### YOUR OBJECTIVE
Which of the lines in the data mention the string "graph"? List them all.

### AVAILABLE DATA ###

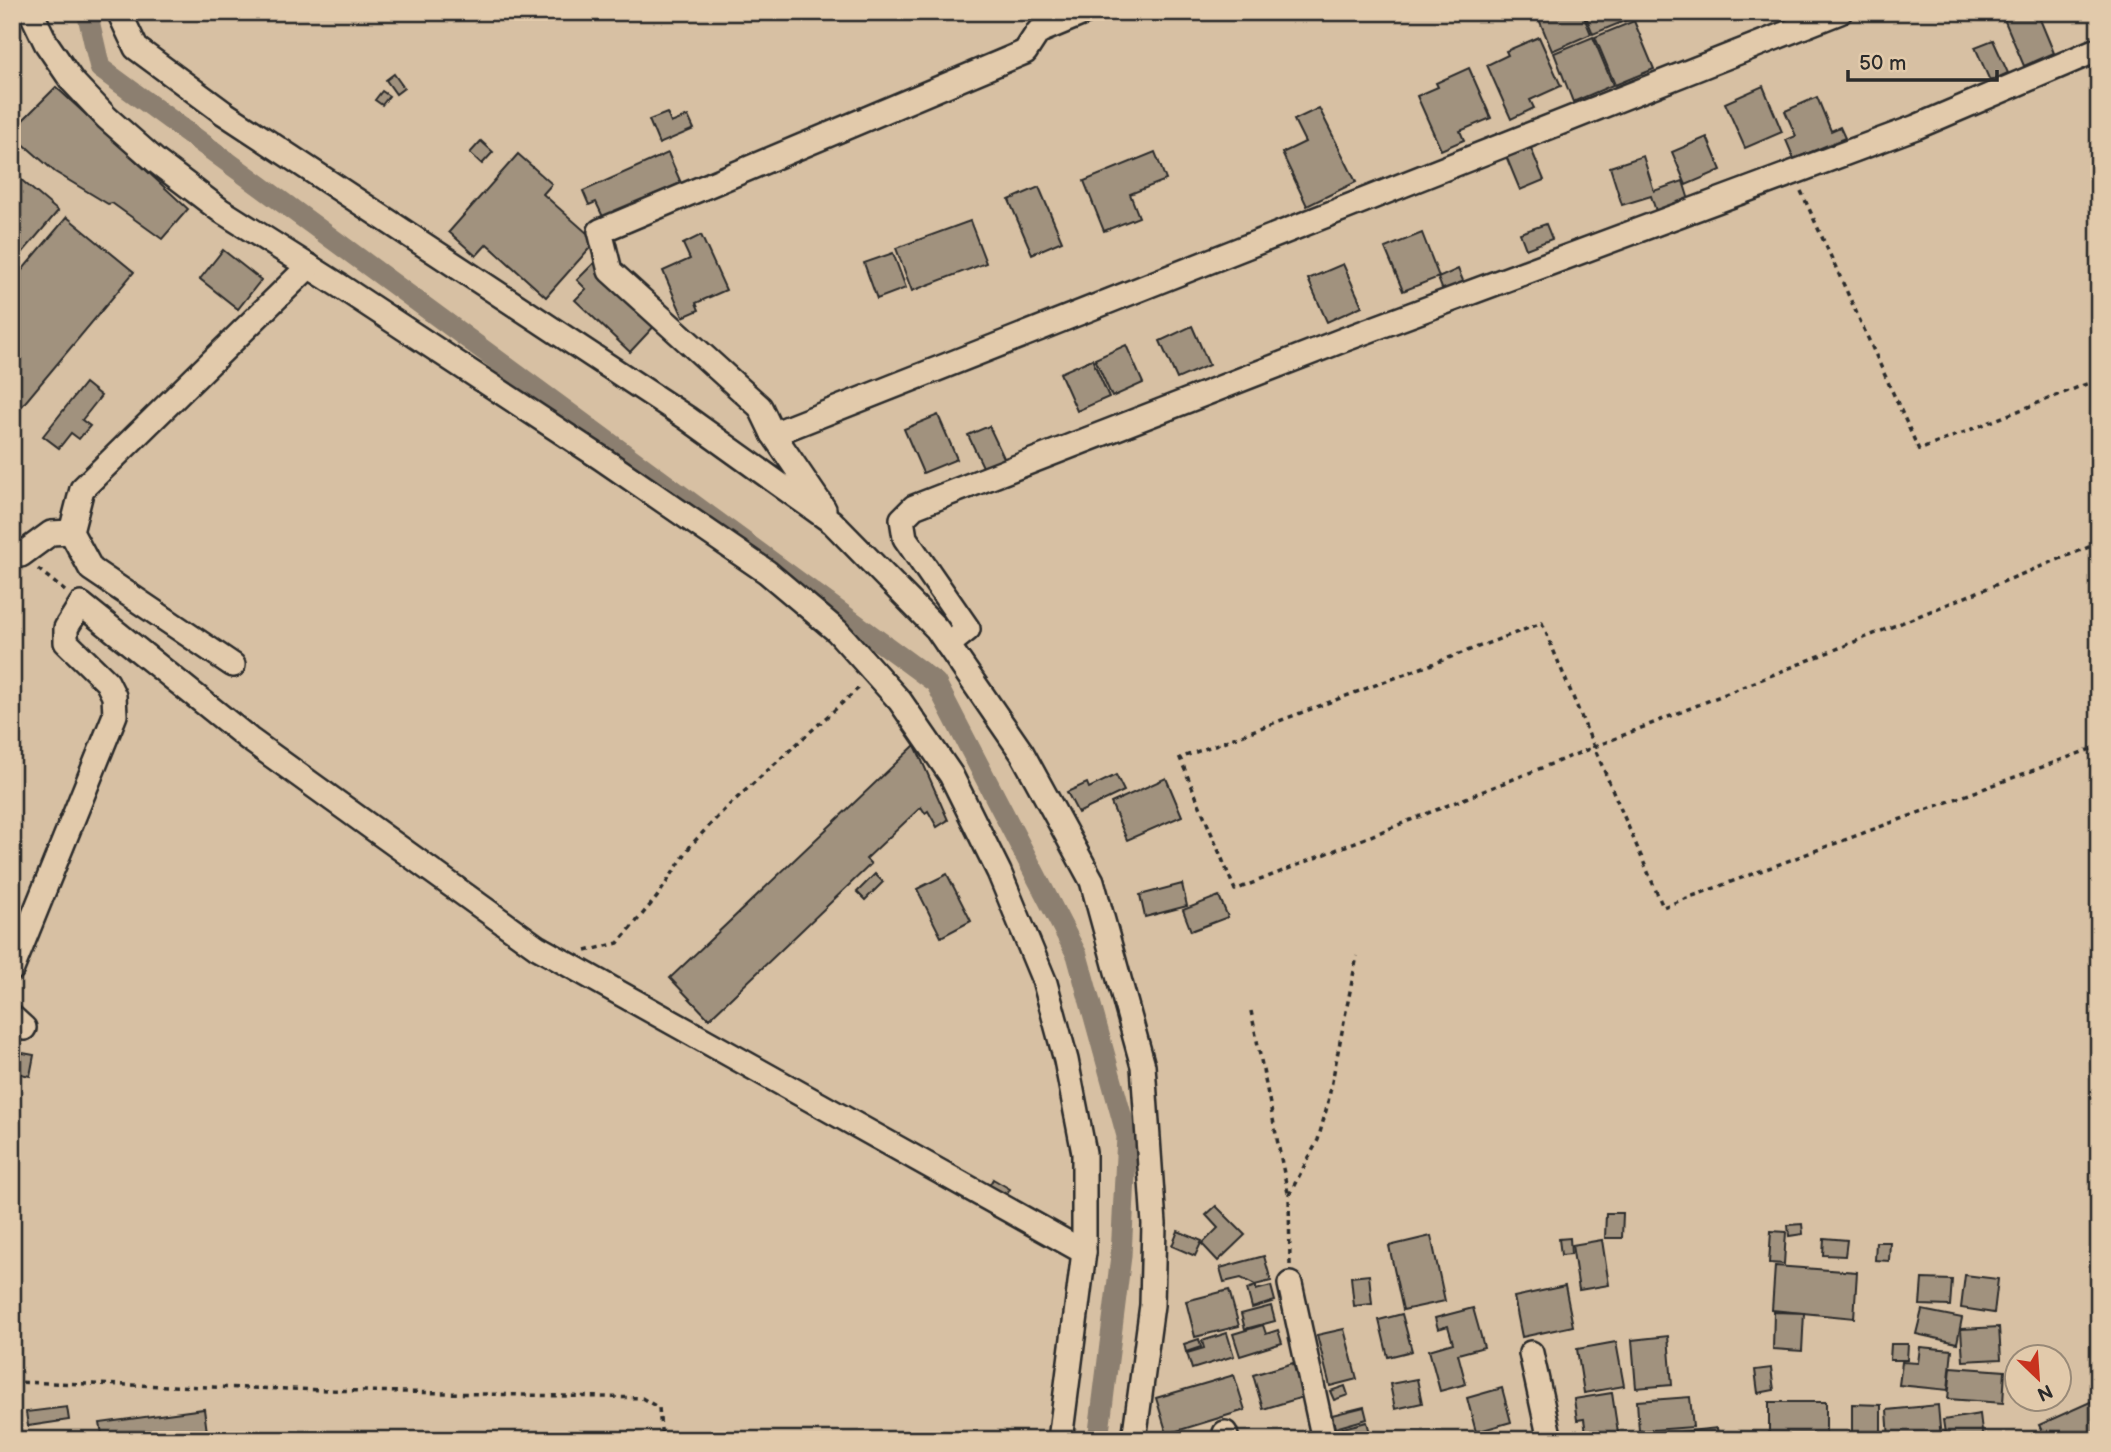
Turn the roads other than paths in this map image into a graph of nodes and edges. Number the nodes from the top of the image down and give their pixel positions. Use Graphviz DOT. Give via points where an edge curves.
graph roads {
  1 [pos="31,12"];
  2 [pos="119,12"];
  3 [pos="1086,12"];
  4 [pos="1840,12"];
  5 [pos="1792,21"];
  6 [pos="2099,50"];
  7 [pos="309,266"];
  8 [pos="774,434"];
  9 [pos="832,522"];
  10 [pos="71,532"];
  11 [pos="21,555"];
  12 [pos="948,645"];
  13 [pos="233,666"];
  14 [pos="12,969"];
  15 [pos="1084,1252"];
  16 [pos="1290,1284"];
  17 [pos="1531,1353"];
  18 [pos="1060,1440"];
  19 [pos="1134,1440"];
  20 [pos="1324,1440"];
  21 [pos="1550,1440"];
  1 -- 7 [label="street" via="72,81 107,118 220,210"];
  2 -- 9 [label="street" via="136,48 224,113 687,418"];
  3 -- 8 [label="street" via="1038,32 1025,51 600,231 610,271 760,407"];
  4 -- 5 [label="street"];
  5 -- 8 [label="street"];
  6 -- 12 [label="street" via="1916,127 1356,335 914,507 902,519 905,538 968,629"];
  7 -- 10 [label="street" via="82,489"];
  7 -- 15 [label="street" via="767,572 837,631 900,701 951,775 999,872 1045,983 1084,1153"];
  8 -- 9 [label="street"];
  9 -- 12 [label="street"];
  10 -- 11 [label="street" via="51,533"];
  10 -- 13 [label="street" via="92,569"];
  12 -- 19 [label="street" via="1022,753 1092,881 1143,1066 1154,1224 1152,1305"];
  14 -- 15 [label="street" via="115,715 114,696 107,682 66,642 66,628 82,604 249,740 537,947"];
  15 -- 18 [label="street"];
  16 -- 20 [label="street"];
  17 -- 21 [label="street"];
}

###

### WRITTEN REPLY
Turn the roads other than paths in this map image into a graph of nodes and edges. Number the nodes from the top of the image down and give their pixel positions. Use Graphviz DOT. Give via points where an edge curves.
graph roads {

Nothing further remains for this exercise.